A Lapa muito melhoraria se a prefeitura pensasse numa coisa bem simples: dia de semana, criar novas linhas de ônibus, Linha Boêmia, tipo de hora em hora, Lapa Zona Sul, Lapa Niterói, Lapa Zona Norte e Lapa Baixada, Caxias... E nos fins de semana, esses ônibus poderiam rolar de 15 em 15 minutos. Não faltaria passageiro e desafogaria o bairro de tanto carro sem espaço. O comércio, as casas, os artistas, todo mundo ficaria mais feliz. E haveria menos bêbados ao volante.

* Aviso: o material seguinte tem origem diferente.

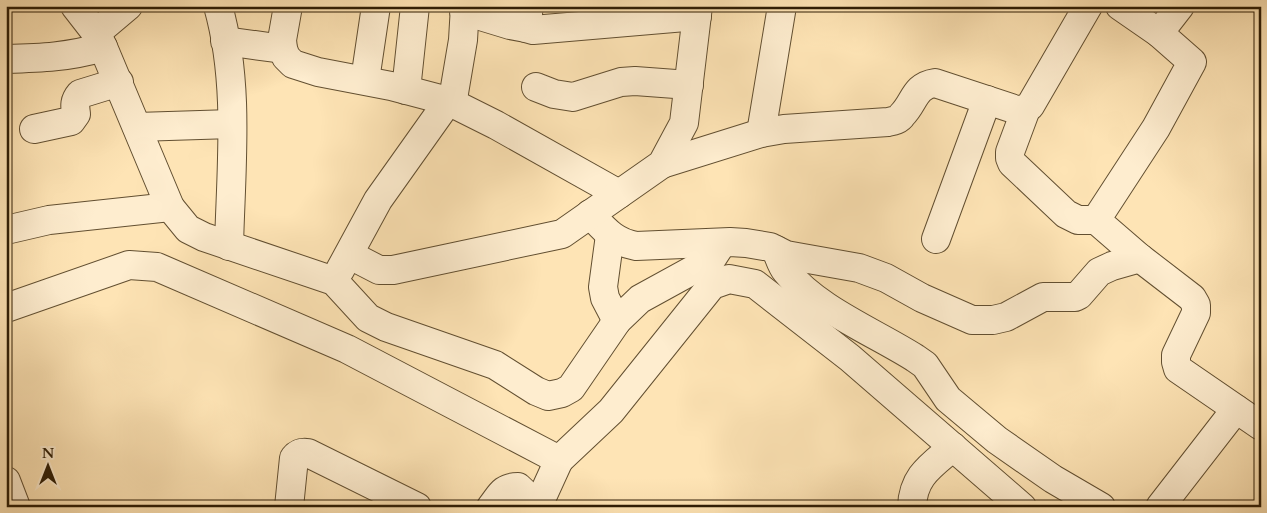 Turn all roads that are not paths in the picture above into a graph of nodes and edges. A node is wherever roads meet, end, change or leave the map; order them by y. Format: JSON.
{"nodes":[{"id":1,"x":75,"y":6,"type":"edge"},
{"id":2,"x":128,"y":6,"type":"edge"},
{"id":3,"x":218,"y":6,"type":"edge"},
{"id":4,"x":288,"y":6,"type":"edge"},
{"id":5,"x":376,"y":6,"type":"edge"},
{"id":6,"x":415,"y":6,"type":"edge"},
{"id":7,"x":782,"y":6,"type":"edge"},
{"id":8,"x":1088,"y":6,"type":"edge"},
{"id":9,"x":1120,"y":6,"type":"edge"},
{"id":10,"x":1180,"y":6,"type":"edge"},
{"id":11,"x":464,"y":9,"type":"edge"},
{"id":12,"x":698,"y":11,"type":"edge"},
{"id":13,"x":527,"y":17,"type":"edge"},
{"id":14,"x":1159,"y":33,"type":"junction"},
{"id":15,"x":99,"y":40,"type":"junction"},
{"id":16,"x":225,"y":41,"type":"junction"},
{"id":17,"x":283,"y":49,"type":"junction"},
{"id":18,"x":6,"y":60,"type":"edge"},
{"id":19,"x":365,"y":80,"type":"junction"},
{"id":20,"x":119,"y":82,"type":"junction"},
{"id":21,"x":689,"y":85,"type":"junction"},
{"id":22,"x":536,"y":87,"type":"dead end"},
{"id":23,"x":406,"y":90,"type":"junction"},
{"id":24,"x":987,"y":100,"type":"junction"},
{"id":25,"x":448,"y":101,"type":"junction"},
{"id":26,"x":1026,"y":109,"type":"junction"},
{"id":27,"x":232,"y":124,"type":"junction"},
{"id":28,"x":137,"y":127,"type":"junction"},
{"id":29,"x":34,"y":128,"type":"dead end"},
{"id":30,"x":761,"y":133,"type":"junction"},
{"id":31,"x":662,"y":164,"type":"junction"},
{"id":32,"x":620,"y":194,"type":"junction"},
{"id":33,"x":170,"y":207,"type":"junction"},
{"id":34,"x":590,"y":214,"type":"junction"},
{"id":35,"x":1096,"y":220,"type":"junction"},
{"id":36,"x":6,"y":230,"type":"edge"},
{"id":37,"x":610,"y":235,"type":"junction"},
{"id":38,"x":936,"y":239,"type":"dead end"},
{"id":39,"x":722,"y":243,"type":"junction"},
{"id":40,"x":229,"y":246,"type":"junction"},
{"id":41,"x":776,"y":250,"type":"junction"},
{"id":42,"x":350,"y":254,"type":"junction"},
{"id":43,"x":1140,"y":258,"type":"junction"},
{"id":44,"x":334,"y":281,"type":"junction"},
{"id":45,"x":6,"y":308,"type":"edge"},
{"id":46,"x":617,"y":321,"type":"junction"},
{"id":47,"x":1236,"y":408,"type":"junction"},
{"id":48,"x":1261,"y":426,"type":"edge"},
{"id":49,"x":952,"y":447,"type":"junction"},
{"id":50,"x":560,"y":460,"type":"junction"},
{"id":51,"x":6,"y":481,"type":"edge"},
{"id":52,"x":538,"y":506,"type":"edge"},
{"id":53,"x":16,"y":507,"type":"edge"},
{"id":54,"x":288,"y":507,"type":"edge"},
{"id":55,"x":417,"y":507,"type":"edge"},
{"id":56,"x":490,"y":507,"type":"edge"},
{"id":57,"x":912,"y":507,"type":"edge"},
{"id":58,"x":1022,"y":507,"type":"edge"},
{"id":59,"x":1101,"y":507,"type":"edge"},
{"id":60,"x":1160,"y":507,"type":"edge"}],
"edges":[{"from":1,"to":15,"type":"street"},
{"from":2,"to":15,"type":"street"},
{"from":3,"to":16,"type":"street"},
{"from":4,"to":17,"type":"street"},
{"from":5,"to":19,"type":"street"},
{"from":6,"to":23,"type":"street"},
{"from":7,"to":30,"type":"street"},
{"from":8,"to":26,"type":"street"},
{"from":9,"to":14,"type":"street"},
{"from":10,"to":14,"type":"street"},
{"from":11,"to":13,"type":"street"},
{"from":11,"to":25,"type":"street"},
{"from":12,"to":13,"type":"street"},
{"from":12,"to":21,"type":"street"},
{"from":14,"to":35,"type":"street"},
{"from":15,"to":18,"type":"street"},
{"from":15,"to":20,"type":"street"},
{"from":16,"to":17,"type":"street"},
{"from":16,"to":27,"type":"street"},
{"from":17,"to":19,"type":"street"},
{"from":19,"to":23,"type":"street"},
{"from":20,"to":28,"type":"street"},
{"from":20,"to":29,"type":"street"},
{"from":21,"to":22,"type":"street"},
{"from":21,"to":31,"type":"street"},
{"from":23,"to":25,"type":"street"},
{"from":24,"to":26,"type":"street"},
{"from":24,"to":30,"type":"street"},
{"from":24,"to":38,"type":"street"},
{"from":25,"to":32,"type":"street"},
{"from":25,"to":42,"type":"street"},
{"from":26,"to":35,"type":"street"},
{"from":27,"to":28,"type":"street"},
{"from":27,"to":40,"type":"street"},
{"from":28,"to":33,"type":"street"},
{"from":30,"to":31,"type":"street"},
{"from":31,"to":32,"type":"street"},
{"from":32,"to":34,"type":"street"},
{"from":33,"to":36,"type":"street"},
{"from":33,"to":40,"type":"street"},
{"from":34,"to":37,"type":"street"},
{"from":34,"to":42,"type":"street"},
{"from":35,"to":43,"type":"street"},
{"from":37,"to":39,"type":"street"},
{"from":37,"to":46,"type":"street"},
{"from":39,"to":41,"type":"street"},
{"from":39,"to":46,"type":"street"},
{"from":40,"to":44,"type":"street"},
{"from":41,"to":43,"type":"street"},
{"from":41,"to":59,"type":"street"},
{"from":42,"to":44,"type":"street"},
{"from":43,"to":47,"type":"street"},
{"from":44,"to":46,"type":"street"},
{"from":45,"to":50,"type":"street"},
{"from":47,"to":48,"type":"street"},
{"from":47,"to":60,"type":"street"},
{"from":49,"to":50,"type":"street"},
{"from":49,"to":57,"type":"street"},
{"from":49,"to":58,"type":"street"},
{"from":50,"to":52,"type":"street"},
{"from":51,"to":53,"type":"street"},
{"from":52,"to":56,"type":"street"},
{"from":54,"to":55,"type":"street"}]} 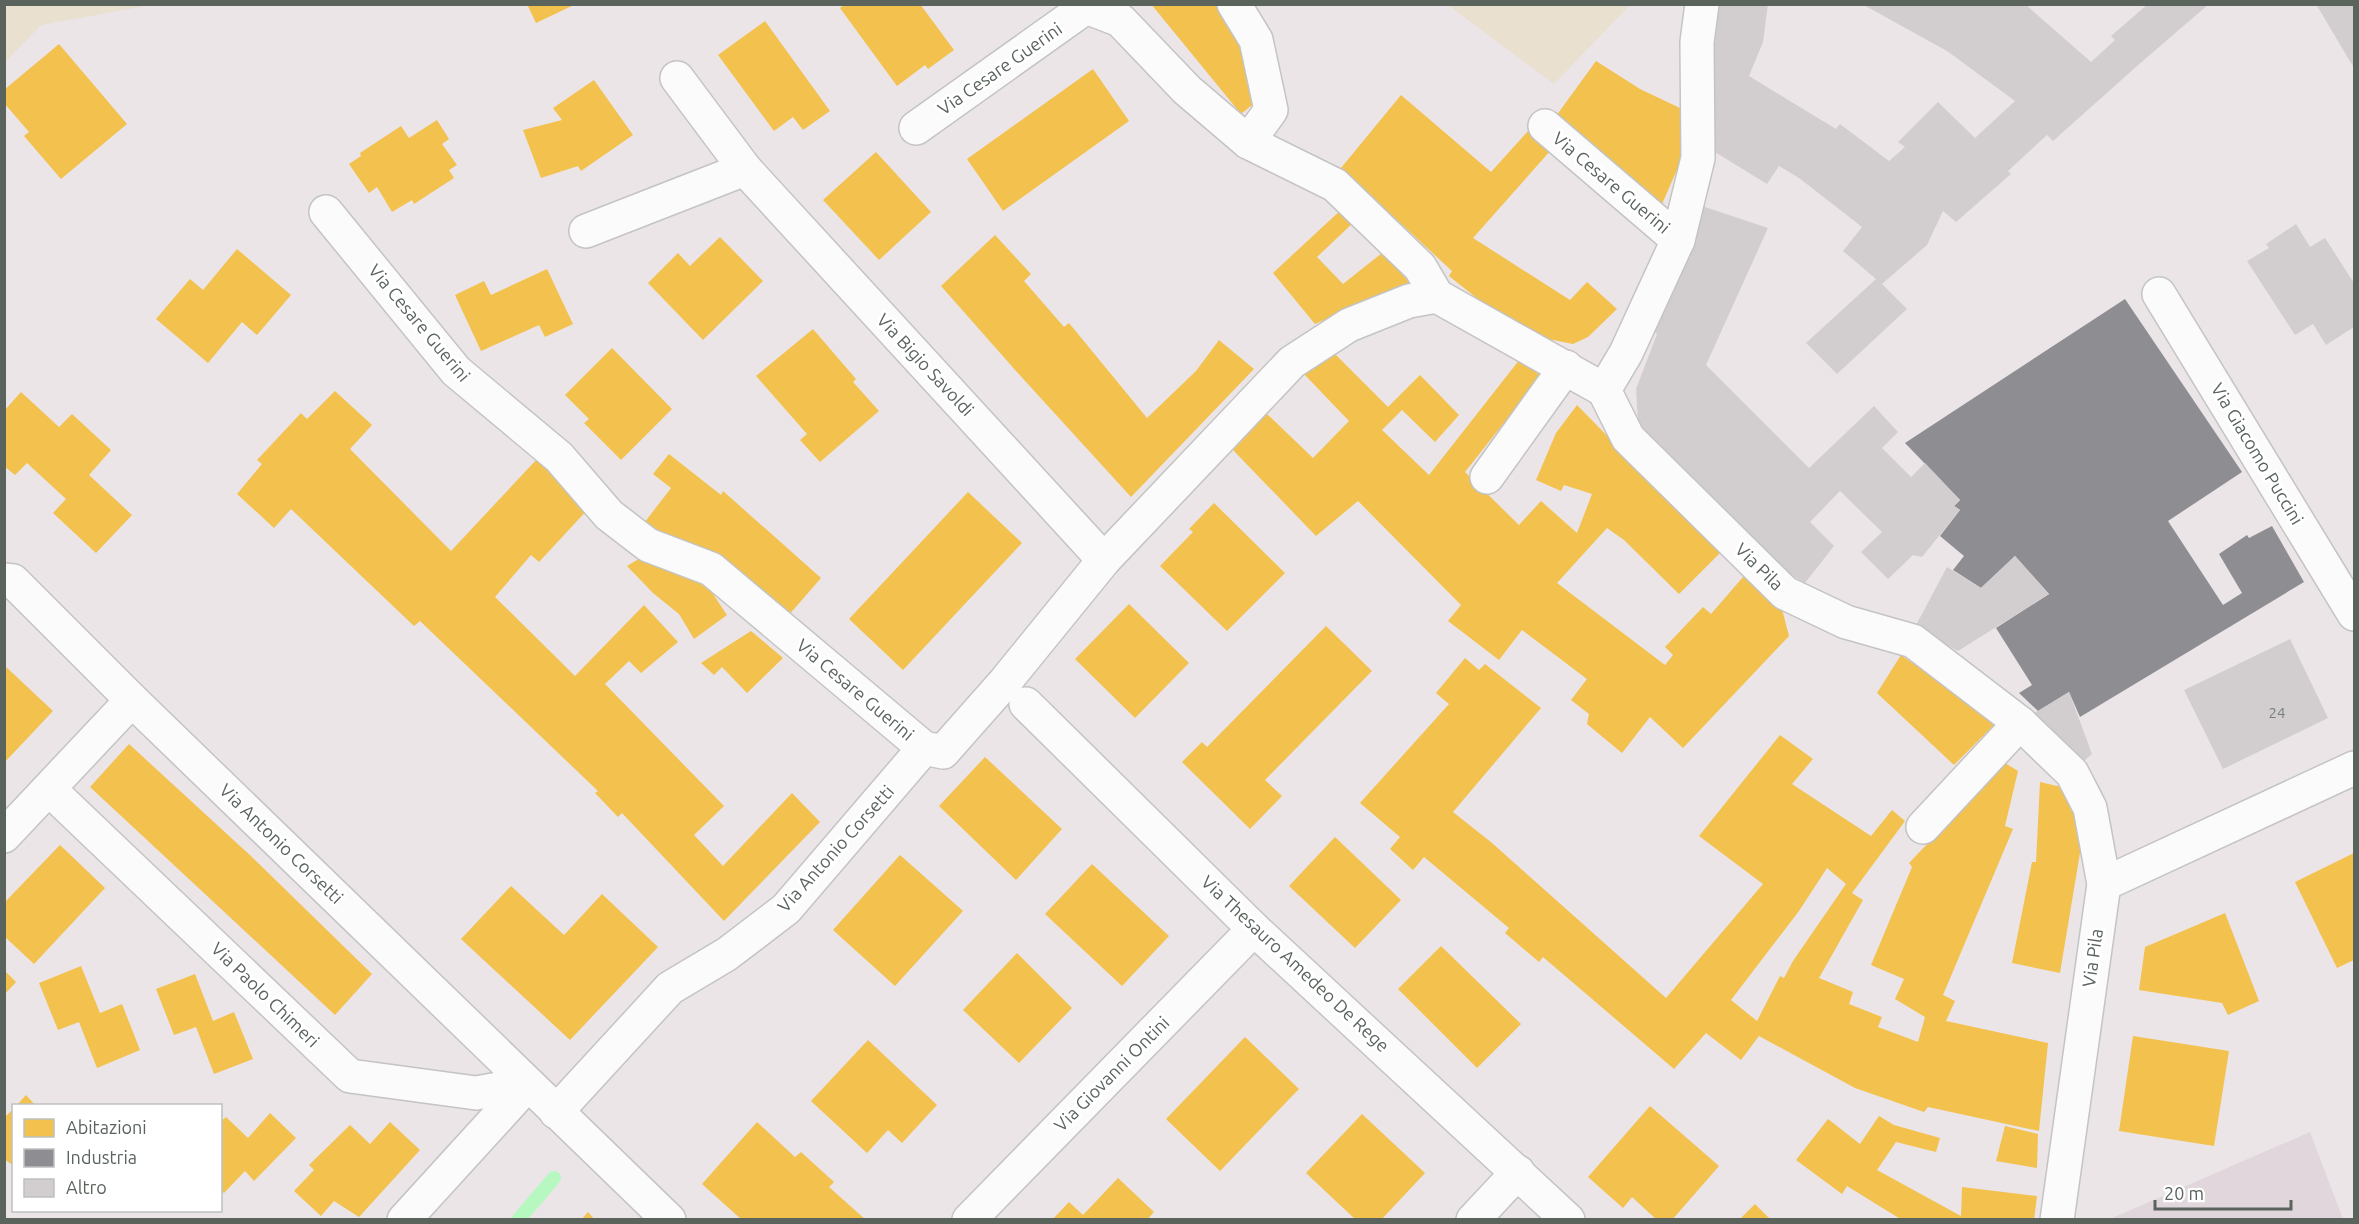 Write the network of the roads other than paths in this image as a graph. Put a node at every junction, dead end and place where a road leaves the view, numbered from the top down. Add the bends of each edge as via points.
1 (1234, 4) edge
2 (1702, 4) edge
3 (677, 78) dead end
4 (1545, 126) dead end
5 (916, 128) dead end
6 (1248, 142) junction
7 (745, 169) junction
8 (326, 212) dead end
9 (586, 231) dead end
10 (1678, 240) junction
11 (2159, 294) dead end
12 (1437, 296) junction
13 (1566, 367) junction
14 (1604, 390) junction
15 (1487, 477) dead end
16 (1104, 561) junction
17 (4, 580) edge
18 (2355, 614) edge
19 (132, 700) junction
20 (1026, 704) dead end
21 (2019, 723) junction
22 (924, 748) junction
23 (2355, 768) edge
24 (49, 789) junction
25 (1923, 826) dead end
26 (4, 836) edge
27 (2104, 884) junction
28 (1254, 929) junction
29 (528, 1084) junction
30 (556, 1112) junction
31 (1518, 1172) junction
32 (404, 1220) edge
33 (669, 1220) edge
34 (969, 1220) edge
35 (1473, 1220) edge
36 (1568, 1220) edge
37 (2057, 1220) edge

1 - 6 street via 1256,40 1271,110
2 - 10 street, Via Cesare Guerini via 1697,42 1698,158
3 - 7 street, Via Bigio Savoldi
4 - 10 street, Via Cesare Guerini
5 - 6 street, Via Cesare Guerini via 1086,7 1120,20 1187,90
6 - 12 street, Via Cesare Guerini via 1335,185 1420,267
7 - 9 street
7 - 16 street, Via Bigio Savoldi
8 - 22 street, Via Cesare Guerini via 456,372 559,457 609,515 648,544 711,569
10 - 14 street, Via Cesare Guerini via 1626,353
11 - 18 street, Via Giacomo Puccini
12 - 13 street
12 - 16 street, Via Cesare Guerini via 1409,301 1349,325 1292,363
13 - 14 street
13 - 15 street
14 - 21 street, Via Pila via 1628,438 1785,593 1846,621 1913,641
16 - 22 street, Via Cesare Guerini via 943,752
17 - 19 street, Via Antonio Corsetti via 14,581
19 - 24 street
19 - 29 street, Via Antonio Corsetti
20 - 28 street, Via Thesauro Amedeo De Rege
21 - 25 street
21 - 27 street, Via Pila via 2072,773 2090,808
22 - 30 street, Via Antonio Corsetti via 786,909 727,954 670,988
23 - 27 street
24 - 26 street
24 - 29 street, Via Paolo Chimeri via 350,1076 476,1093
27 - 37 street, Via Pila
28 - 31 street, Via Thesauro Amedeo De Rege
28 - 34 street, Via Giovanni Ontini
29 - 30 street, Via Antonio Corsetti
29 - 32 street
30 - 33 street, Via Antonio Corsetti
31 - 35 street
31 - 36 street, Via Thesauro Amedeo De Rege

Rodando o quarteirão: Mem de Sá, Lavradio, Riachuelo e Gomes Freire. Tudo cheio, todo mundo animado... A Sinuca da Lapa lotada, aliás, a Riachuelo está virando uma segunda Lapa, cada semana uma casa nova, cada uma mais cheia do que a outra. Tendências.

UMA LINDA CANTORA


Sexta-feira marcou a descoberta de Rejane Luna (foto), bela cantora de Niterói, e também bela voz. Ela fez estreia na Lapa neste fim de semana. Num rápido bate-papo no Capela, deu para constatar que é talentosa, intrépida, um belo disco - Correio da Lapa aumentou a coleção -, mas, calma, você tão cedo não vai vê-la, a não ser que você cuide mais de seu repertório, de suas escolhas. Rejane Luna cantou no Parada da Lapa, ali ao lado da Fundição Progresso. Ela canta samba, bolero, rumba, MPB, rock in roll, mas tão cedo não vai vê-la no Faustão, sim, tem o My Space, é moleza confirmar o que aqui se lê. No Video aqui, La Luna vai de Perfídia...

Texto e fotos by Alfredo Herkenhoff
(com exceção da imagem da cantora, extraída de seu My Space)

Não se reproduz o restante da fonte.